Für mögliche Lösungen und Vorschläge - wie ich die benötigten TCP/IP Nachrichten senden und empfangen kann, auch unter Verwendung von Drittmodulen, oder nicht - wäre ich echt dankbar und bin gespannt . Bisher hatte ich nur den Genuss mit Standardschnittstellen (PROFINET und CANOpen) zu arbeiten, bei denen ich keine "Spezialsachen" verwenden musste.


----------



## Knally (16 Juli 2020)

Nach diversen Emails mit dem technischen Support und einem Telefonat bin ich etwas schlauer geworden, da diese fest der Meinung waren dass es ein Standard TCP/IP für den Standard LAN Anschluss sei. 
Bekomme ich denn auch "Standardmässig" meine Daten zur SPS  (ohne irgendwelche GSDML Dateien) ?


Ich gehe einfach mal davon aus, dass, was bei Siemens als "offene" TCP Kommunikation bezeichnet wird (siehe: https://support.industry.siemens.co...-(open-communication-wizard)-?dti=0&lc=de-WW)

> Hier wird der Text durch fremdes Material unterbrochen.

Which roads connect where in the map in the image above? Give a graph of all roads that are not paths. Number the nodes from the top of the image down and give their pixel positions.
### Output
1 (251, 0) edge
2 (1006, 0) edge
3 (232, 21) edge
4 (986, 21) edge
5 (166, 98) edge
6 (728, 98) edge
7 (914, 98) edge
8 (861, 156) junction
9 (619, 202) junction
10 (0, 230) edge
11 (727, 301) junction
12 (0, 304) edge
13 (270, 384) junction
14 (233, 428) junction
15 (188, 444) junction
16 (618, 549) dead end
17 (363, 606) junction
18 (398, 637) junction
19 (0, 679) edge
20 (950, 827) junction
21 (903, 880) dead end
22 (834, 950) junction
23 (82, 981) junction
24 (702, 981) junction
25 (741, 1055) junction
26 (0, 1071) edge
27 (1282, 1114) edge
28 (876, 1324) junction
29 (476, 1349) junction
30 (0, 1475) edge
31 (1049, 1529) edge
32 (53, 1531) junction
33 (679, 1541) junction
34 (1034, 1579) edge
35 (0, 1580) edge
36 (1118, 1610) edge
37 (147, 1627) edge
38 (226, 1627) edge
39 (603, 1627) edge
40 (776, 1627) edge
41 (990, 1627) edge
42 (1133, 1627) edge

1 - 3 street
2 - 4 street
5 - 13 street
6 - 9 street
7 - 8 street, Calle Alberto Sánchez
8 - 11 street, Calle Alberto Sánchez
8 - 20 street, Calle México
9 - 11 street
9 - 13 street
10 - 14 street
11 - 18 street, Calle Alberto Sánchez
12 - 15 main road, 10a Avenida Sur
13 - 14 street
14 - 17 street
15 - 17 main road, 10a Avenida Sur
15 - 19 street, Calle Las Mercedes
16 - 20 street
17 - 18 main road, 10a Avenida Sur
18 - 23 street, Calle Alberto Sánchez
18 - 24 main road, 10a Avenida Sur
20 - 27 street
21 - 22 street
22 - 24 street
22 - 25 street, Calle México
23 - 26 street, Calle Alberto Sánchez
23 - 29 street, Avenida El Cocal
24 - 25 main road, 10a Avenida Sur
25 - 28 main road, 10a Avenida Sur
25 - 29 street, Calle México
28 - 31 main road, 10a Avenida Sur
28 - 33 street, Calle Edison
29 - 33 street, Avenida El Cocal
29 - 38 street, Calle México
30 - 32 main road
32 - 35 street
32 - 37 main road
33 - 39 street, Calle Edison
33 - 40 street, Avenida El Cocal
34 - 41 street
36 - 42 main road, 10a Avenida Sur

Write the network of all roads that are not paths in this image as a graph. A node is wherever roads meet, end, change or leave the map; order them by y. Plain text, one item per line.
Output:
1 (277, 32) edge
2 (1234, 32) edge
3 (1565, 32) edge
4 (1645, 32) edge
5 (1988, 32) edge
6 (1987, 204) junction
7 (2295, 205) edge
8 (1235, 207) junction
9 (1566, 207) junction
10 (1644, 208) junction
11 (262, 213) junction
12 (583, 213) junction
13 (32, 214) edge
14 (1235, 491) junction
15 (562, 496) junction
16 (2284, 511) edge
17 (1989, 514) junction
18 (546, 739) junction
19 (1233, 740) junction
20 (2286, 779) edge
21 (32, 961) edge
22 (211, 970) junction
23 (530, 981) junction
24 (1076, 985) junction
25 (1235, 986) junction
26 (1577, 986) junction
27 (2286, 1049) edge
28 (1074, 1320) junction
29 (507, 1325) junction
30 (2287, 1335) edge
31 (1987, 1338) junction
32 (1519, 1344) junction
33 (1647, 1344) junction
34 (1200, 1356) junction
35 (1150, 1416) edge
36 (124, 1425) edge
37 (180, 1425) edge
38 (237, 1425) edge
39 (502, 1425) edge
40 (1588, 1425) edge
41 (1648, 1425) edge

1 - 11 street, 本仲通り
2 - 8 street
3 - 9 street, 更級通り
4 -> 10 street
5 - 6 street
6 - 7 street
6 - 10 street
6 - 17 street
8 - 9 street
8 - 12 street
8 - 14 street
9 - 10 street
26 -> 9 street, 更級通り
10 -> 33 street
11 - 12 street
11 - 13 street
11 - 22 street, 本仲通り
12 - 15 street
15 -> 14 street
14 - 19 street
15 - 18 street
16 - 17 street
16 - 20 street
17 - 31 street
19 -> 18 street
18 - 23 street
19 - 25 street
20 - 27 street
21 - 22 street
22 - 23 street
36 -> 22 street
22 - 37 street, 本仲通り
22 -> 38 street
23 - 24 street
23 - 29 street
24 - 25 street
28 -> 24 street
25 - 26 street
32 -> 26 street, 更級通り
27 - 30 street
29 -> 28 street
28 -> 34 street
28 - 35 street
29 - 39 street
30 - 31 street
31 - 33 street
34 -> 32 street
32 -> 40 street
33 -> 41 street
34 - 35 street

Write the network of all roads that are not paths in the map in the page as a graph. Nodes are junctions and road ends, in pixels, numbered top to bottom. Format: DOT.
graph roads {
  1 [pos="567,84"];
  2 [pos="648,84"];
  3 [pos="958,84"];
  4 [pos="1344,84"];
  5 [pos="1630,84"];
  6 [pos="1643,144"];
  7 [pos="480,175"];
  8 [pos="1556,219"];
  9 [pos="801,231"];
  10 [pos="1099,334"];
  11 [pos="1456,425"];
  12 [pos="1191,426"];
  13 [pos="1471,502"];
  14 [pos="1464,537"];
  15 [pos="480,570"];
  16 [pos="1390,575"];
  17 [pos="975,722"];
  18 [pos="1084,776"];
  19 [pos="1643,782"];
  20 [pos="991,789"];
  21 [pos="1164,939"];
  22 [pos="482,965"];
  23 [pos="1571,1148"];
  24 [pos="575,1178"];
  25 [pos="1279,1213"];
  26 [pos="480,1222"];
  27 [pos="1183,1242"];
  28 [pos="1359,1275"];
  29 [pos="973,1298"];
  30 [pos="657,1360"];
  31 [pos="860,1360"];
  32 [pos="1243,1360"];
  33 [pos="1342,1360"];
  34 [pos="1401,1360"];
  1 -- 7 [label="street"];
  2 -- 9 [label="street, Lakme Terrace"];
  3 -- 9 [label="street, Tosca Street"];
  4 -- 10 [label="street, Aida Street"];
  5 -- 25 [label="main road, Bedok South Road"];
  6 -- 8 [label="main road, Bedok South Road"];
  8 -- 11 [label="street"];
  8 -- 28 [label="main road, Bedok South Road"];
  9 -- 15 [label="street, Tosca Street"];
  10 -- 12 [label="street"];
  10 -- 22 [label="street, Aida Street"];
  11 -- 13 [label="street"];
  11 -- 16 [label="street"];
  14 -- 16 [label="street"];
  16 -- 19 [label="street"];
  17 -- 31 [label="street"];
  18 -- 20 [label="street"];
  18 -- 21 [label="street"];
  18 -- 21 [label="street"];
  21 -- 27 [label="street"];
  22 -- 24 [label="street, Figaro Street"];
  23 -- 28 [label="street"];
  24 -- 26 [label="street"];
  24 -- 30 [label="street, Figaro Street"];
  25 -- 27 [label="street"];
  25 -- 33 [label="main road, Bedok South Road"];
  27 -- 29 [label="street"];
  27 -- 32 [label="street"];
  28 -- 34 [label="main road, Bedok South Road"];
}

mit dem entsprechenden Konfigurationstool (Verbindungsherstellung/ DB Erzeugung) zum Ziel führen wird (?) 
Über die Profinet Verbindung tausche ich dann ganz konform meine "nativen" TCPs aus - und die Nachrichten an und von dem REA-JET werden dann gemäß Standard TCP-Header verschickt (?) und ich kann die Daten der TCP Nachrichten mittels den entsprechenden FBs "TRCV"/"TSEND" schreiben und auslesen ? (Datenstruktur dann eben in Form der REA-JET Protokollstrukturen im Handbuch?)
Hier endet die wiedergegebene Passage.